I held my cell phone and searched my contact list for his number. I hadn't programmed it into my phone-he had.
One day I was lounging by the small swimming pool outside the apartment complex. I had just finished speaking with my mother and was about to put the phone away when Danny suddenly appeared and asked what type of phone it was. Before I could answer, he snatched it from my hand and examined it.
"You don't have my number in here-you probably don't know how to do it...don't worry, I'll do it for you," he said in his typically snarky way.
As I waited for him to answer my call, I was overcome with a sickening feeling in the pit of my belly-I really didn't want to talk with him.
Then strangely, the longer it rang, the more I hoped and prayed he would answer. He was truly the only person who could and would help me.
A wave of helplessness washed over me when his phone went to voicemail.
"Danny, this is John," I said beginning my message. "There's something wrong with my car—it went dead-I'm on the side of the on-ramp at the Mitchell Avenue entrance to the freeway...c-could you please come and get me-I-I don't know what else to do..."
Waiting for his call, I stared blankly out the windshield, looking at nothing, cursing my manly incompetence.

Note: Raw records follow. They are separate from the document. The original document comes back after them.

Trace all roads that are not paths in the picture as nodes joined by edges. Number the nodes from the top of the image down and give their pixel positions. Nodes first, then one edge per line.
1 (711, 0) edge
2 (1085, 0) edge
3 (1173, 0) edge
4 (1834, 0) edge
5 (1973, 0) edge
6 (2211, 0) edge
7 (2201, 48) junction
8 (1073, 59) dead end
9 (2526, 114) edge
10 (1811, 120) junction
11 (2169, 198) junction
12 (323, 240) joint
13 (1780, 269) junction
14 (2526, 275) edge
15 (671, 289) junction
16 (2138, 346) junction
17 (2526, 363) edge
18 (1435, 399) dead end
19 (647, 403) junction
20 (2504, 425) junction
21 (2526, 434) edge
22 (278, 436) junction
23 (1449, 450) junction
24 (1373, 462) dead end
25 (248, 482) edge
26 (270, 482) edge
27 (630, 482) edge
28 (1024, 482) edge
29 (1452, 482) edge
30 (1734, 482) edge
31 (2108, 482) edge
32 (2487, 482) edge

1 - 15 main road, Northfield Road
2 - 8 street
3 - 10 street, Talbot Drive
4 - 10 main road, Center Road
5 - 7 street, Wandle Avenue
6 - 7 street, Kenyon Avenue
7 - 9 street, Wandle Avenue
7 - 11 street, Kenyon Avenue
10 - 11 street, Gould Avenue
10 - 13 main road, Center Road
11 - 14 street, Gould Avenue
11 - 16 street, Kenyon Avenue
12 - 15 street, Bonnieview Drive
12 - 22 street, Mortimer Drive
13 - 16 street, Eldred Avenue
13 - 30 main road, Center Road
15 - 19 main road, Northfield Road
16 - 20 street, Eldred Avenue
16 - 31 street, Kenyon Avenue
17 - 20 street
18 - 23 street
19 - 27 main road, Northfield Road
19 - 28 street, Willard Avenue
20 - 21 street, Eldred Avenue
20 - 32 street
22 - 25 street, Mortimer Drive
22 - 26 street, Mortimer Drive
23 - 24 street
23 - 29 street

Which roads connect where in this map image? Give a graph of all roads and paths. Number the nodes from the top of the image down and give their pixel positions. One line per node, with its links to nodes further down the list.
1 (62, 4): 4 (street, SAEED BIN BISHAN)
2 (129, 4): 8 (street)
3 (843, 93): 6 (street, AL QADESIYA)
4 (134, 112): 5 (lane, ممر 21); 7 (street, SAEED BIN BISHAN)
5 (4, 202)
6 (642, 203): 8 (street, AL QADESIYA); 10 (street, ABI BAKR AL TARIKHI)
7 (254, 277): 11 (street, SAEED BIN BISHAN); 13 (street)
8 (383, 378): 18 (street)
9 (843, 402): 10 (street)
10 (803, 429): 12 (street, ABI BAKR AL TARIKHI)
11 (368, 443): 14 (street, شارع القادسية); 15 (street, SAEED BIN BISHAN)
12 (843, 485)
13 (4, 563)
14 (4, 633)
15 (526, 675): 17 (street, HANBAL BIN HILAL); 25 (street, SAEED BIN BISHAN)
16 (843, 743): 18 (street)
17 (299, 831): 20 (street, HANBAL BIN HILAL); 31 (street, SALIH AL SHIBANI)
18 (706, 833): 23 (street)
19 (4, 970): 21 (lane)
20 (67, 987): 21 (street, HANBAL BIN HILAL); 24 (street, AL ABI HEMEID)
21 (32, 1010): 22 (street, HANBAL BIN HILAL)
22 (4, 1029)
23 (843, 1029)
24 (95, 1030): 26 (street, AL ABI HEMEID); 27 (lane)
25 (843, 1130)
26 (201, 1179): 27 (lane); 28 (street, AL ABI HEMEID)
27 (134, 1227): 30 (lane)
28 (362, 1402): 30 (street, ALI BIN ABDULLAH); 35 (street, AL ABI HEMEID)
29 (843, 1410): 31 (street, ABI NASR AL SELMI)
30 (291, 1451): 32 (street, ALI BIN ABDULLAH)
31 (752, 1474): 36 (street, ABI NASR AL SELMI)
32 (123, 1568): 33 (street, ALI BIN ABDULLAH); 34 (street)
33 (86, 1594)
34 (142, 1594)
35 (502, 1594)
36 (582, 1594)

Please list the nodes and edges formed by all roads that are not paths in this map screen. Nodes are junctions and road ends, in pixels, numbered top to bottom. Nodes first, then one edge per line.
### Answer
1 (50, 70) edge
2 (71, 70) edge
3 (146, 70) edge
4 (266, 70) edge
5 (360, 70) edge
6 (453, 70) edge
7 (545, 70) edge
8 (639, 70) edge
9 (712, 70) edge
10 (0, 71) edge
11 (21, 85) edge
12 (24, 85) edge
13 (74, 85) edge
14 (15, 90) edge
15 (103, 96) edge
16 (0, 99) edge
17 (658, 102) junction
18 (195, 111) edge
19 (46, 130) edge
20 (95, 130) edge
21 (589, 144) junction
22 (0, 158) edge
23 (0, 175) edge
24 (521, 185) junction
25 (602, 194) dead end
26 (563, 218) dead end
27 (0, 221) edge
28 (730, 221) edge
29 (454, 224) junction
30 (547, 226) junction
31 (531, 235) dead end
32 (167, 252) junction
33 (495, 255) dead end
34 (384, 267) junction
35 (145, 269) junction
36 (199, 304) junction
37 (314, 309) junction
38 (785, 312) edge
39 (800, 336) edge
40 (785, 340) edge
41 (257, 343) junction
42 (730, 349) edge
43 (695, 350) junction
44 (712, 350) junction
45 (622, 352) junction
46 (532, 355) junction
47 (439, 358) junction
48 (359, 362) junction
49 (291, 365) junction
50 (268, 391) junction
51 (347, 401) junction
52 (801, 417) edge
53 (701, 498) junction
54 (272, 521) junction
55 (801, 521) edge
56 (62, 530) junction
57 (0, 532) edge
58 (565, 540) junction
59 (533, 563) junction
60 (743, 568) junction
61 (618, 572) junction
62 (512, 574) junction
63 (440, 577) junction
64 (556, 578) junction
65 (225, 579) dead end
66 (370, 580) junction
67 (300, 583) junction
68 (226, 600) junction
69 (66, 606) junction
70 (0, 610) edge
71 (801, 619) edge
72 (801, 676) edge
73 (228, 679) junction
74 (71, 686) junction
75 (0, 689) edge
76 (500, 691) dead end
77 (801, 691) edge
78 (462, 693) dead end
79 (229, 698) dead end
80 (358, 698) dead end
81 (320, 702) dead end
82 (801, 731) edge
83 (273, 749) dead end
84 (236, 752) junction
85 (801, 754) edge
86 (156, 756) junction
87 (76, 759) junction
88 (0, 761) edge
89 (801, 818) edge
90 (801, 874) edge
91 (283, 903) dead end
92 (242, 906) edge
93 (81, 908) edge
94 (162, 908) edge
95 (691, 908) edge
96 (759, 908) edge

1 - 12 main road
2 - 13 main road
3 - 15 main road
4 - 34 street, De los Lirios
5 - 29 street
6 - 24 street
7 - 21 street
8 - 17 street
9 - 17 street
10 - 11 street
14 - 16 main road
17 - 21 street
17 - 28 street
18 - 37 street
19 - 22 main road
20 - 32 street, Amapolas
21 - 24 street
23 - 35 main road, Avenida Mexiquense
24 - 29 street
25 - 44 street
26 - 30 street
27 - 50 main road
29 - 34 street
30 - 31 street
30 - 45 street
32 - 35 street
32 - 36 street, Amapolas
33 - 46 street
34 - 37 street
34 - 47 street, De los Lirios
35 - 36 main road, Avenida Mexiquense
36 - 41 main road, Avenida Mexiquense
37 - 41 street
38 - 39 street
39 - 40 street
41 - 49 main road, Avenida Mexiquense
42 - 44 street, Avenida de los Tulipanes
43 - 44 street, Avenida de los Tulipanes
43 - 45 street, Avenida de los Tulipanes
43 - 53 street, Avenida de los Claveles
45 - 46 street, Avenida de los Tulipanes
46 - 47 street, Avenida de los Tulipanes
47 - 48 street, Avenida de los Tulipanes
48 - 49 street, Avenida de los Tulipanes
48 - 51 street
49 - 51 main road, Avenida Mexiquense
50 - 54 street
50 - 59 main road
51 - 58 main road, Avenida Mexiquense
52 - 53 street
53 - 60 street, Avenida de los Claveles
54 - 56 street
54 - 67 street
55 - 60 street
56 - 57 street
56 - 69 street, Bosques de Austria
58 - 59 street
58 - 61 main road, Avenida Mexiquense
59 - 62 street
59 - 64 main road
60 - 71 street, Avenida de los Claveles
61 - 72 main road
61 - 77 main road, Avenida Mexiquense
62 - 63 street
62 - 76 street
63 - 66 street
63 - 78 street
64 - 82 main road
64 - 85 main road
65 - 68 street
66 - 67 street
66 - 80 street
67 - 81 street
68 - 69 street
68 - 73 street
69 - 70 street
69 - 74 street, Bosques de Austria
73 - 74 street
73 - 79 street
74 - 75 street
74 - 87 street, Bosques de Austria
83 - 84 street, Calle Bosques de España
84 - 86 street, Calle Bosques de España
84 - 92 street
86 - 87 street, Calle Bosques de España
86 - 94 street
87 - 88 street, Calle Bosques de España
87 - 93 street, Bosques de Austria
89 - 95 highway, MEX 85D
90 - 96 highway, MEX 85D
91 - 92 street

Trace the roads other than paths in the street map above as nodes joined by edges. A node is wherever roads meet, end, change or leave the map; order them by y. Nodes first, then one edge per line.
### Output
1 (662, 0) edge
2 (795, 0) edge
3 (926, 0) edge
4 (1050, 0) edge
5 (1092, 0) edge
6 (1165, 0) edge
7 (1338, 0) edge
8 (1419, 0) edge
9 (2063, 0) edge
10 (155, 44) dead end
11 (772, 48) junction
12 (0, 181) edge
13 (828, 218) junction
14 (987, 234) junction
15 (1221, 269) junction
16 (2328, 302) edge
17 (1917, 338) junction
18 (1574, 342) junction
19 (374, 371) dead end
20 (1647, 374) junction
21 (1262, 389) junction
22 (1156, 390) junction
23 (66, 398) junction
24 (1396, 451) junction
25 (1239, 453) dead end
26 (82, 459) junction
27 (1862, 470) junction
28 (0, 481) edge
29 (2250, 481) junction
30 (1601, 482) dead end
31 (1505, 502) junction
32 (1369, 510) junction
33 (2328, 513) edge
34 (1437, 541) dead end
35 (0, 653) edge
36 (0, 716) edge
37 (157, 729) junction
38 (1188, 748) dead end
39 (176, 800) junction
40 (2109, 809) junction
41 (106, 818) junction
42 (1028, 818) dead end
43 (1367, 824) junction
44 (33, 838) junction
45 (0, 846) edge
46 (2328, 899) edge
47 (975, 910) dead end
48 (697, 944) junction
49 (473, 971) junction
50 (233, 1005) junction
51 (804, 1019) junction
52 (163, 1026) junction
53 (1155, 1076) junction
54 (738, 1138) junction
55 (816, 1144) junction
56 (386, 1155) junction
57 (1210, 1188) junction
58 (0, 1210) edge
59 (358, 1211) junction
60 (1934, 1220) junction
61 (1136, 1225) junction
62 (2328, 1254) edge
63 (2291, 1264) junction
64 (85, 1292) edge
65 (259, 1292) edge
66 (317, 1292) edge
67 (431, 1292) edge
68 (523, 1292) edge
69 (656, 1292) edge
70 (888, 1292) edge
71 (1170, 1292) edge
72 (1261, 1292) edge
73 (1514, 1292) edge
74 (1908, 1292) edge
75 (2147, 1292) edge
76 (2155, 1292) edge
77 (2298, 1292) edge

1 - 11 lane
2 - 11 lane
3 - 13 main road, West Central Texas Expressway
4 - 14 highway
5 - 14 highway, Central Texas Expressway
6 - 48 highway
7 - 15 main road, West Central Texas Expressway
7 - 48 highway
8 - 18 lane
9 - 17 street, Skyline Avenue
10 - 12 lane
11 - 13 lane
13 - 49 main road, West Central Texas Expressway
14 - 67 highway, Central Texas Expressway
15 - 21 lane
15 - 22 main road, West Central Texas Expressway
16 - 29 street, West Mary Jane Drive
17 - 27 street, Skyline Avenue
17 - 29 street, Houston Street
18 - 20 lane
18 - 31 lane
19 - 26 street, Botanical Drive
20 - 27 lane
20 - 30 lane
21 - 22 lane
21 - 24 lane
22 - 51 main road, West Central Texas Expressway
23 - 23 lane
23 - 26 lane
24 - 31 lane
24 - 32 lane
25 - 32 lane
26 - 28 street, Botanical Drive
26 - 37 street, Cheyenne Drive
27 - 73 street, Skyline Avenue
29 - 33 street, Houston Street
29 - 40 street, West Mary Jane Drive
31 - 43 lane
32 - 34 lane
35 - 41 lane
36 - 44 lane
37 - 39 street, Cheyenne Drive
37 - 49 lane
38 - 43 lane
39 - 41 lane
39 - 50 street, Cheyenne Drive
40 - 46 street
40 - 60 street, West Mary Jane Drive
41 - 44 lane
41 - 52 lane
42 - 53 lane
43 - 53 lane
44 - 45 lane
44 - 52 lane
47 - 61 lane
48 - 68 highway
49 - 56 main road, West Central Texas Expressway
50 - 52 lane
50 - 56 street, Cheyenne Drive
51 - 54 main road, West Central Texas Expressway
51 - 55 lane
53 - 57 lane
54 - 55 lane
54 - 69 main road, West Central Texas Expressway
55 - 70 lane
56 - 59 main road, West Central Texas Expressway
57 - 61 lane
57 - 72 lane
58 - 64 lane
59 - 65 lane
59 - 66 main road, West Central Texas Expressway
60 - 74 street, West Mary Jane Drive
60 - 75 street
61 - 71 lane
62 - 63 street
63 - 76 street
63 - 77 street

I hated my father for dying while I was still too young for him to teach me how to be a boy and a man.
I hated him for leaving me alone with a smothering, overbearing mother and two taunting, and hateful sisters.
The ringer on my phone startled me. It was Danny.
"D-Danny, I..." is all I could say before he interrupted me.
I heard his evil chuckle then he said: "I knew a boy like you would be asking me for help sooner or later...I want you to thank me for programming my number into your phone."
Huh? What did he say?
Then he said, "Well..."
I swallowed hard then said, "Thank you."
"I want you to speak in complete sentences...explain why you are thanking me," he said. His voice sounded stern, almost angry.
I was in no position to make him mad.
I said, "Thank you, Danny, for programming your number in my cell phone."
"That's better...stay in the car while you wait for me," he instructed.
"Okay," I answered.
"Okay what?" he shot back at me.
His tone made me tremble.
"Okay, I'll stay in the car while I wait for you," I said meekly.
He said, "Good boy" then ended the call.
I found myself thinking about the phrase Danny had used: "A boy like you..."
It was exactly what I'd heard from my mother over-and-over-and-over.
"A boy like you can't play football—the real boys would hurt you."
"If you ever move out of here into your own place—a boy like you needs to learn how to cook and clean and sew."
The last time she'd said it to me was the worst.
I'd finally managed to save enough money to leave home. I was twenty-one years old, and had worked two jobs since graduating from high school. Moving to an apartment in my home town would do me no good. I would still be living too close to her.
I searched a map of the country and settled on a city in Florida. It was on the Gulf Coast, I liked that, but even better was the fact I would be close to a thousand miles away from my mother.
I expected her to scream and yell and tell me I couldn't go. Instead, her reaction surprised the heck out of me.